After the model is deployed to production some people might think it remains functional and decays like any traditional software system. In fact, machine learning models can decay in more ways than traditional software systems. In addition to monitoring the performance of the system, the performance of models themselves needs to be monitored as well. Because machine learning models make assumptions of real-world based on the data used for training the models, when the surrounding world changes, accuracy of the model may decrease. This is especially true for the models that try to model human behavior. Decreasing model accuracy means that the model needs to be retrained to reflect the surrounding world better and with monitoring the retraining is not done too seldom or often. By tracking summary statistics of your data and monitoring the performance of your model, you can send notifications or roll back when values deviate from the expectations made in the time of last model training.
Bringing MLOps thinking to the machine learning model development enables you to actually get your models to production if you are not there yet, makes your deployment cycles faster and more reliable, reduces manual effort and errors, and frees time from your data scientists from tasks that are not their core competences to actual model development work. Cloud providers (such as AWS, Azure or GCP) are especially good places to start implementing MLOps in small steps, with ready made software components you can use.
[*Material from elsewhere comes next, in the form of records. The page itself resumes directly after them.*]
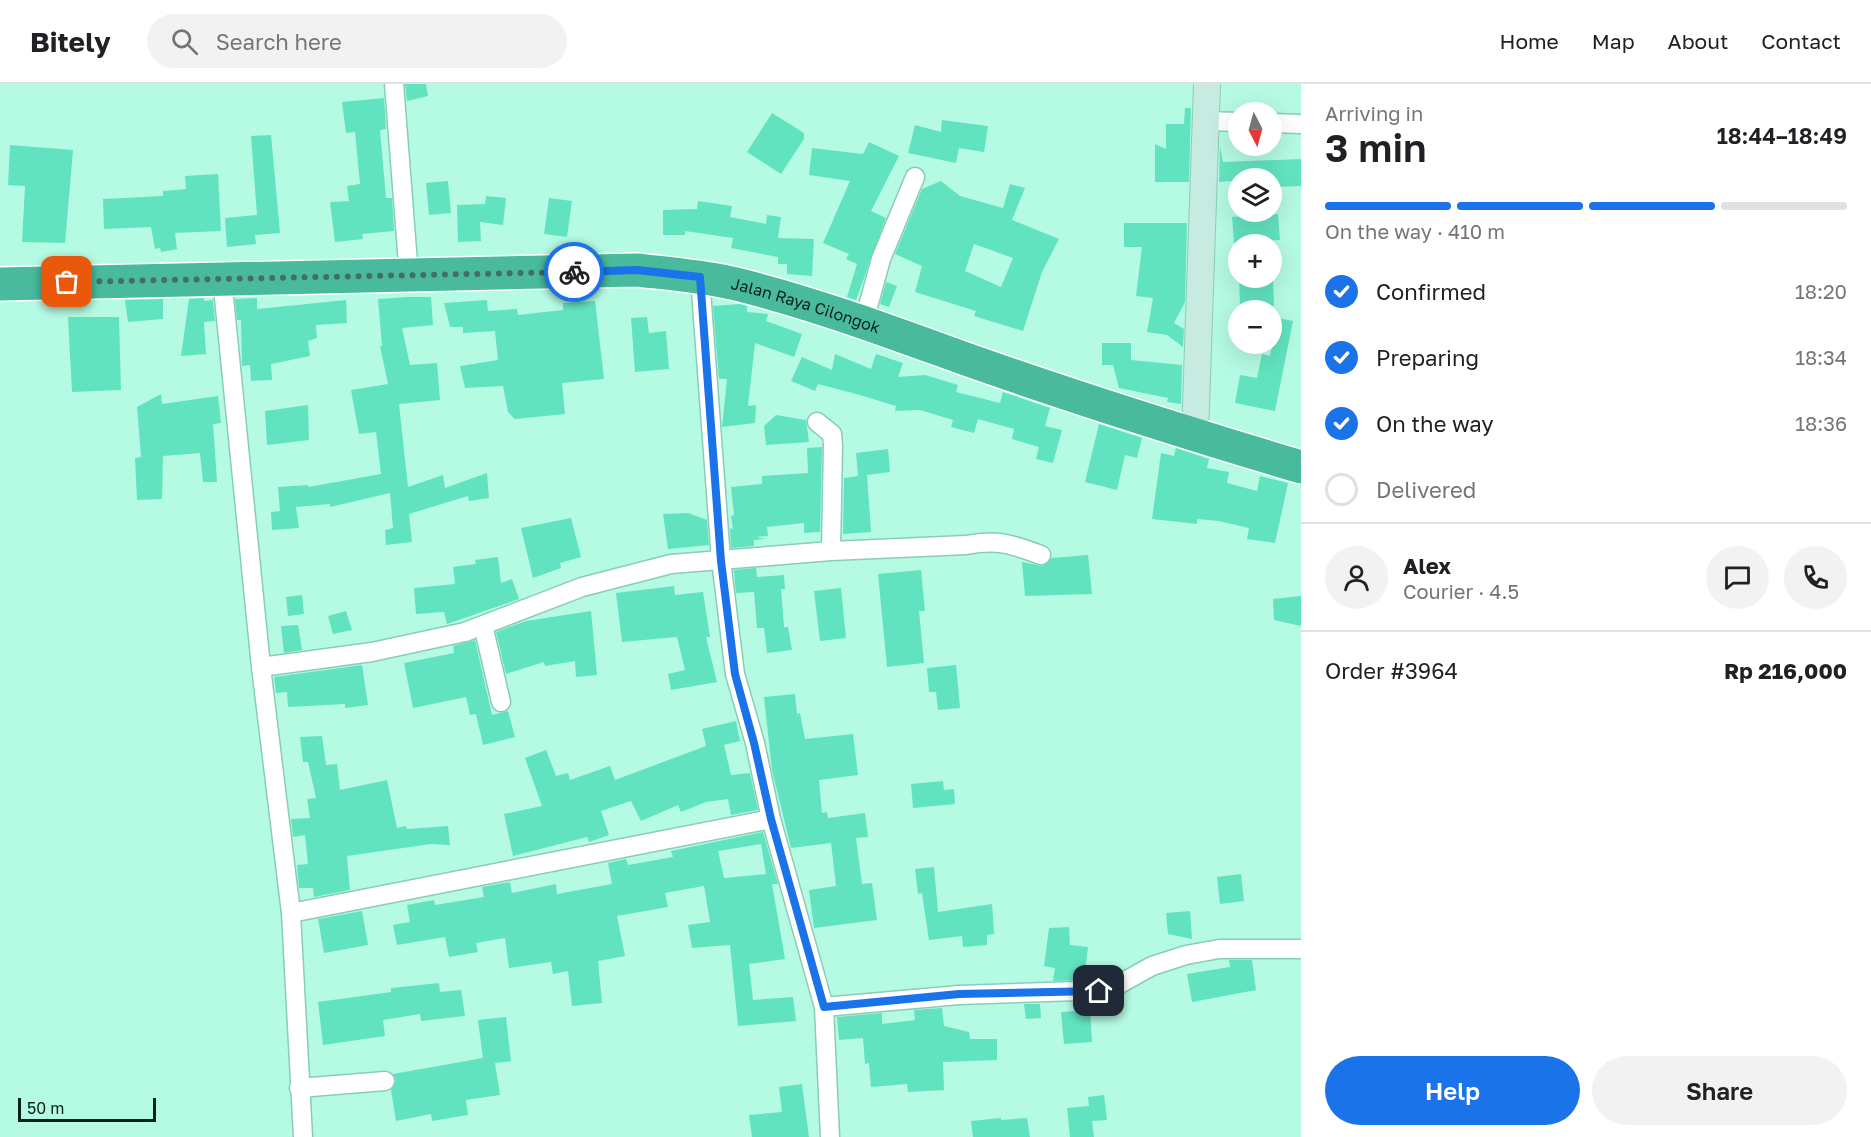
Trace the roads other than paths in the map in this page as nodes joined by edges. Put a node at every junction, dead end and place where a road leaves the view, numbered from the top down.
1 (394, 84) edge
2 (1207, 84) edge
3 (1206, 121) junction
4 (1228, 122) edge
5 (1282, 123) edge
6 (1301, 124) edge
7 (915, 177) dead end
8 (409, 276) junction
9 (700, 277) junction
10 (222, 278) junction
11 (0, 284) edge
12 (864, 321) junction
13 (817, 422) dead end
14 (1195, 435) junction
15 (1301, 467) edge
16 (831, 551) junction
17 (1041, 555) dead end
18 (721, 561) junction
19 (483, 625) junction
20 (261, 667) junction
21 (501, 702) dead end
22 (771, 819) junction
23 (291, 913) junction
24 (1301, 949) edge
25 (824, 1007) junction
26 (385, 1082) dead end
27 (299, 1088) junction
28 (303, 1137) edge
29 (830, 1137) edge

1 - 8 street
2 - 3 street
3 - 4 street
3 - 14 street
5 - 6 street
7 - 12 street
8 - 9 highway, Jalan Raya Cilongok
8 - 10 highway, Jalan Raya Cilongok
9 - 12 highway, Jalan Raya Cilongok
9 - 18 street
10 - 11 highway, Jalan Raya Cilongok
10 - 20 street
12 - 14 highway, Jalan Raya Cilongok
13 - 16 street
14 - 15 highway, Jalan Raya Cilongok
16 - 17 street
16 - 18 street
18 - 19 street
18 - 22 street
19 - 20 street
19 - 21 street
20 - 23 street
22 - 23 street
22 - 25 street
23 - 27 street
24 - 25 street
25 - 29 street
26 - 27 street
27 - 28 street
Moreover, all the CPU / GPU that is needed for model training with pay as you go model.
If the maturity of your AI journey is still in early phase (PoCs don’t need heavy processes like this), robust development framework and pipeline infra might not be the highest priority. However, any effort invested in automating the development process from the early phase will pay back later and reduce the machine learning technical debt in the long run. Start small and change the way you develop ML models towards MLOps by at least moving the development work on top of version control, and automating the steps for retraining and deployment.
DevOps was born as a reaction to systematic organization needed around rapidly expanding software development, and now the same problems are faced in the field of machine learning. Take the needed steps towards MLOps, like done successfully with DevOps before.